ACTIVITY: Where a line holds the word "Valley", copy that line from the data below.

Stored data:
|---|
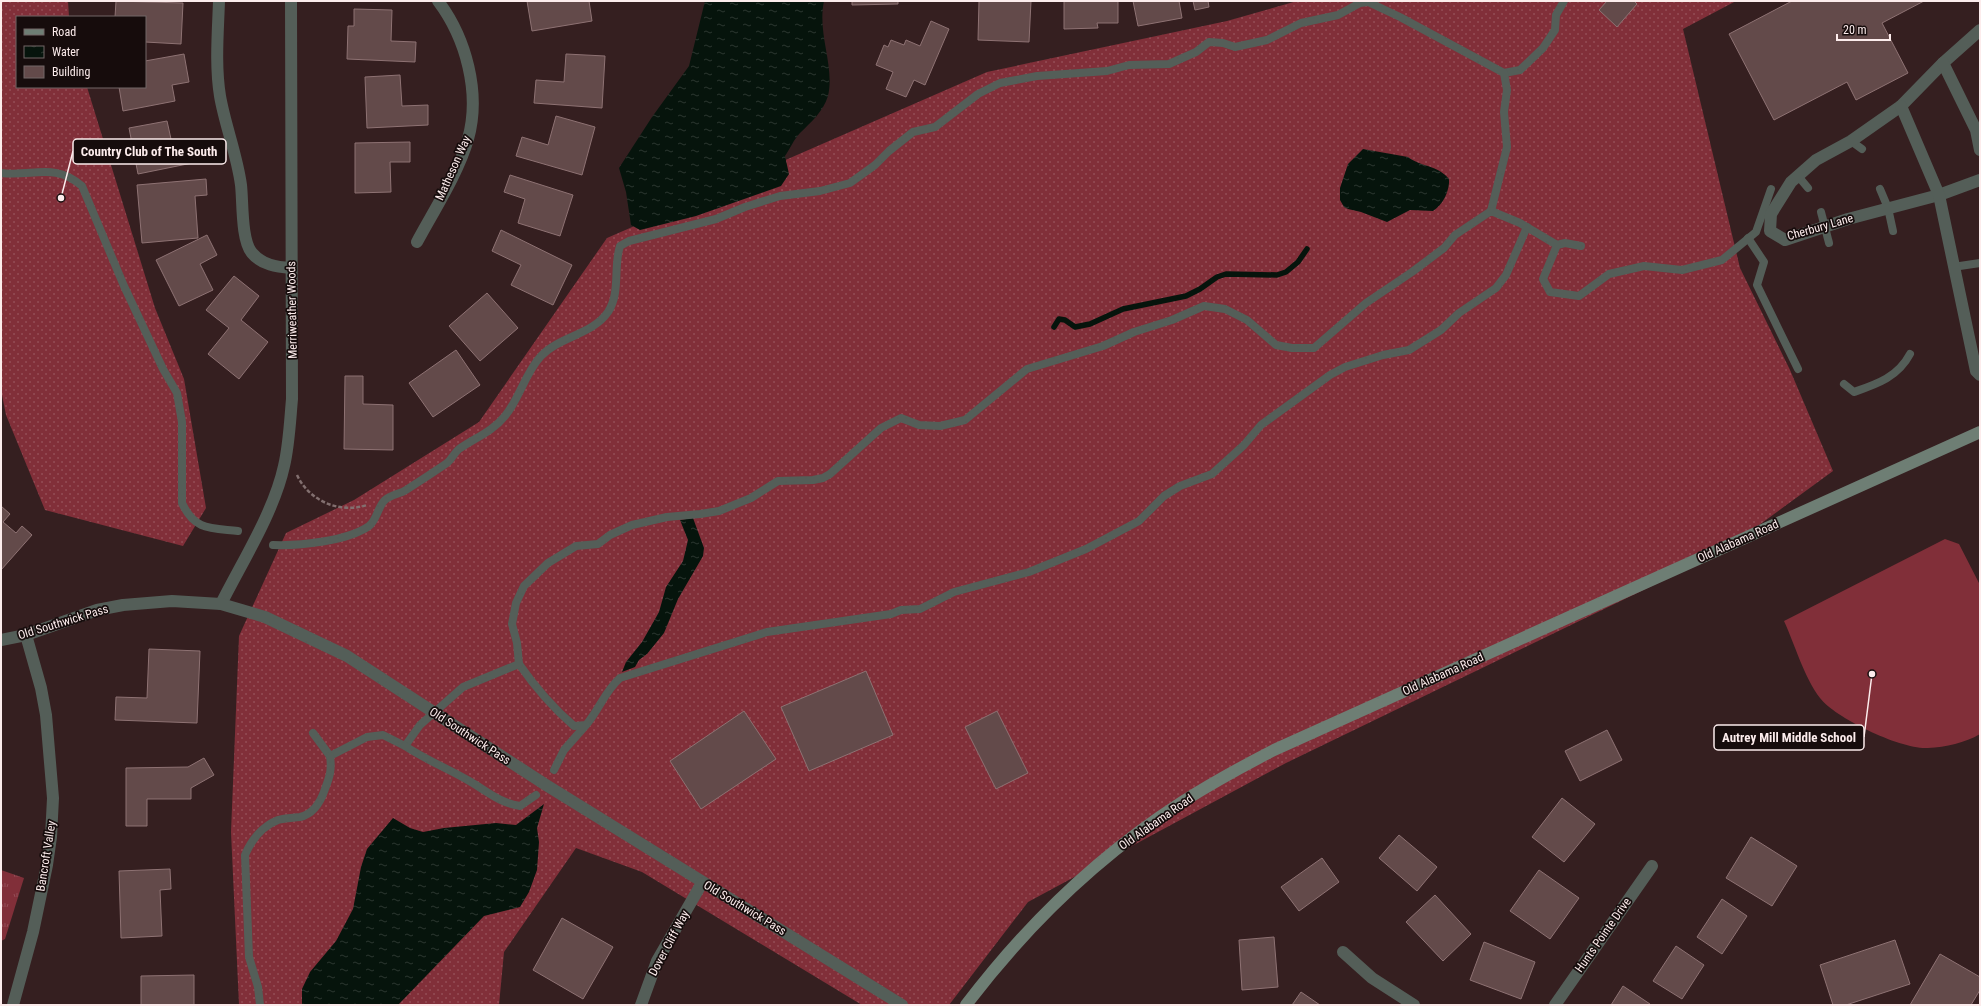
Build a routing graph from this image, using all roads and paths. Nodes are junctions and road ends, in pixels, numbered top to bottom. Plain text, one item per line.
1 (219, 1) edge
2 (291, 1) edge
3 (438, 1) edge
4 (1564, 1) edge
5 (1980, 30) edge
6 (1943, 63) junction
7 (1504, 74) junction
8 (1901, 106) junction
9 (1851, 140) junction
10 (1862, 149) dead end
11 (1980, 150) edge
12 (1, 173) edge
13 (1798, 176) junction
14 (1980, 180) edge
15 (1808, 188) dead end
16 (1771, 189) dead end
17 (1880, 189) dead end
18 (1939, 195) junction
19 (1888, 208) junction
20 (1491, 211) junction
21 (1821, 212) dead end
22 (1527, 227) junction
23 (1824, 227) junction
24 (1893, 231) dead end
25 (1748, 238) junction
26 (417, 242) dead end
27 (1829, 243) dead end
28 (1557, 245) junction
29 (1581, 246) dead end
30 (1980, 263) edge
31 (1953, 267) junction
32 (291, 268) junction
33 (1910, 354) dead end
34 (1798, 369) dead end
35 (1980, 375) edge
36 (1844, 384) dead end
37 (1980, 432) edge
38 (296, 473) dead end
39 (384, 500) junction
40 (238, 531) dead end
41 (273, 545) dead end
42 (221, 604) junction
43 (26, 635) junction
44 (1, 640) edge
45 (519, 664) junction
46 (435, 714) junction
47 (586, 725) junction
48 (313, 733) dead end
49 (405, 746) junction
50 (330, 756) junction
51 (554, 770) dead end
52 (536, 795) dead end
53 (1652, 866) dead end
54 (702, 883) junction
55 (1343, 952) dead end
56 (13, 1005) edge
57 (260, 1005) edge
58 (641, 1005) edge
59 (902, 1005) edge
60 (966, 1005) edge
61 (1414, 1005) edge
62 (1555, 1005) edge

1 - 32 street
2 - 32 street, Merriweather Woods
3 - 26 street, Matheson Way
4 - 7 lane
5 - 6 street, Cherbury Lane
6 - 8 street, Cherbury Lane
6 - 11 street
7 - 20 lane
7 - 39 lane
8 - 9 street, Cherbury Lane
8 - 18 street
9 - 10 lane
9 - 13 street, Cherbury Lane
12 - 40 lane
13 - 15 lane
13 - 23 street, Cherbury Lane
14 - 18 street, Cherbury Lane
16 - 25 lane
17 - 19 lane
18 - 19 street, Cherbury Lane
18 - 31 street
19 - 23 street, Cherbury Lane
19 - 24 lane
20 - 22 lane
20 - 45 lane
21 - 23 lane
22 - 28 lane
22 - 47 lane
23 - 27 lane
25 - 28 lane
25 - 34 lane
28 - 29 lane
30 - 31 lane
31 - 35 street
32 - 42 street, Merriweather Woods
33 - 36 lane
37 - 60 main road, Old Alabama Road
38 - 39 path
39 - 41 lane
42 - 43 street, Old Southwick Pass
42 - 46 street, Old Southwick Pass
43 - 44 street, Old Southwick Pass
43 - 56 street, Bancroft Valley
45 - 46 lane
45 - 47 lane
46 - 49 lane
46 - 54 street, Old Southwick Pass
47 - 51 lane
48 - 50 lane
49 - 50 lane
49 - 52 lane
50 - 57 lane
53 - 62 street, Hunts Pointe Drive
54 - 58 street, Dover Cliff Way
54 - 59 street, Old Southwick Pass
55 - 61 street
|---|
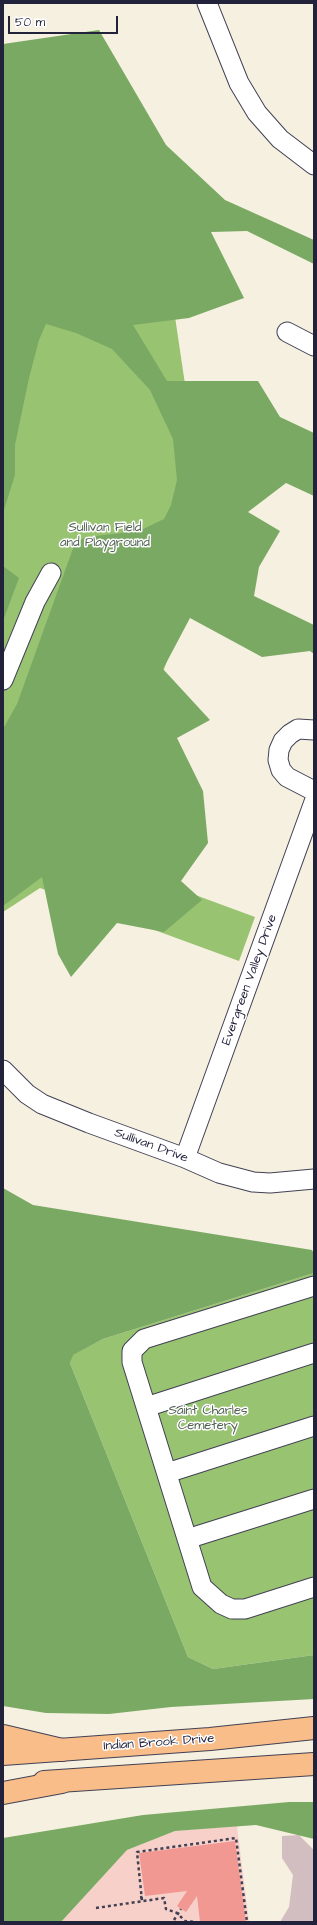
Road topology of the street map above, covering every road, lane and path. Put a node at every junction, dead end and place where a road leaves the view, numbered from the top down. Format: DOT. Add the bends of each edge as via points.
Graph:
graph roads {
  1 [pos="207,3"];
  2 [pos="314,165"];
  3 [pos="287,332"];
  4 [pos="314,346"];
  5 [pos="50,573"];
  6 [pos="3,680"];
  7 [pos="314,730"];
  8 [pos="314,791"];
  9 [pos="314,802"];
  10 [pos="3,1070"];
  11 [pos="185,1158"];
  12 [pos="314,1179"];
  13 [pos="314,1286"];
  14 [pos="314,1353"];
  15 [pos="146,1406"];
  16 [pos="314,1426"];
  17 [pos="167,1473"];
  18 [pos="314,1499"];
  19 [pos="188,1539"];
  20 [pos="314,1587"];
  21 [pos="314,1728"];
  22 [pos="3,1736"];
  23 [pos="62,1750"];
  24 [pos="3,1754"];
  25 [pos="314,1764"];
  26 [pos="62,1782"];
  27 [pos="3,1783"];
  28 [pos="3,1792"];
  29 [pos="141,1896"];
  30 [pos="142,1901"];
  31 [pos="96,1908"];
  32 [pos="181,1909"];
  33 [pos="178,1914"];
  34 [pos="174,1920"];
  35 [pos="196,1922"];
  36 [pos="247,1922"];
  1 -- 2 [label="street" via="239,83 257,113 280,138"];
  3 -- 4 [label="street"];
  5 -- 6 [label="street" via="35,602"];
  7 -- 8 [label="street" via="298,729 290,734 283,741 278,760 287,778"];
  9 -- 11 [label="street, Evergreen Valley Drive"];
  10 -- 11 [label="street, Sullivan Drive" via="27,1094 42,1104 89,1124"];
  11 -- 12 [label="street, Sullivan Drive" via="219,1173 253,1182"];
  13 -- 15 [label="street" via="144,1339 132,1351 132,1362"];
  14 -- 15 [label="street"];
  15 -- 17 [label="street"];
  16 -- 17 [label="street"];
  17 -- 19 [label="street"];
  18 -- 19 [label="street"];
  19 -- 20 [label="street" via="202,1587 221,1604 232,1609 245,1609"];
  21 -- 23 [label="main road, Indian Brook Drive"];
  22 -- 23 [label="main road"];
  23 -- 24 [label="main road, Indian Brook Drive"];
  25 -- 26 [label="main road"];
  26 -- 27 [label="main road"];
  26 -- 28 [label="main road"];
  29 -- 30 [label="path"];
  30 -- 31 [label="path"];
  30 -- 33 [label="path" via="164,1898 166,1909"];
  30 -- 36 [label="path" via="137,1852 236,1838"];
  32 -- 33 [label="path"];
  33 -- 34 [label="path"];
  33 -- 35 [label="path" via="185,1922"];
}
|---|
WRITTEN REPLY:
43 - 56 street, Bancroft Valley
  9 -- 11 [label="street, Evergreen Valley Drive"];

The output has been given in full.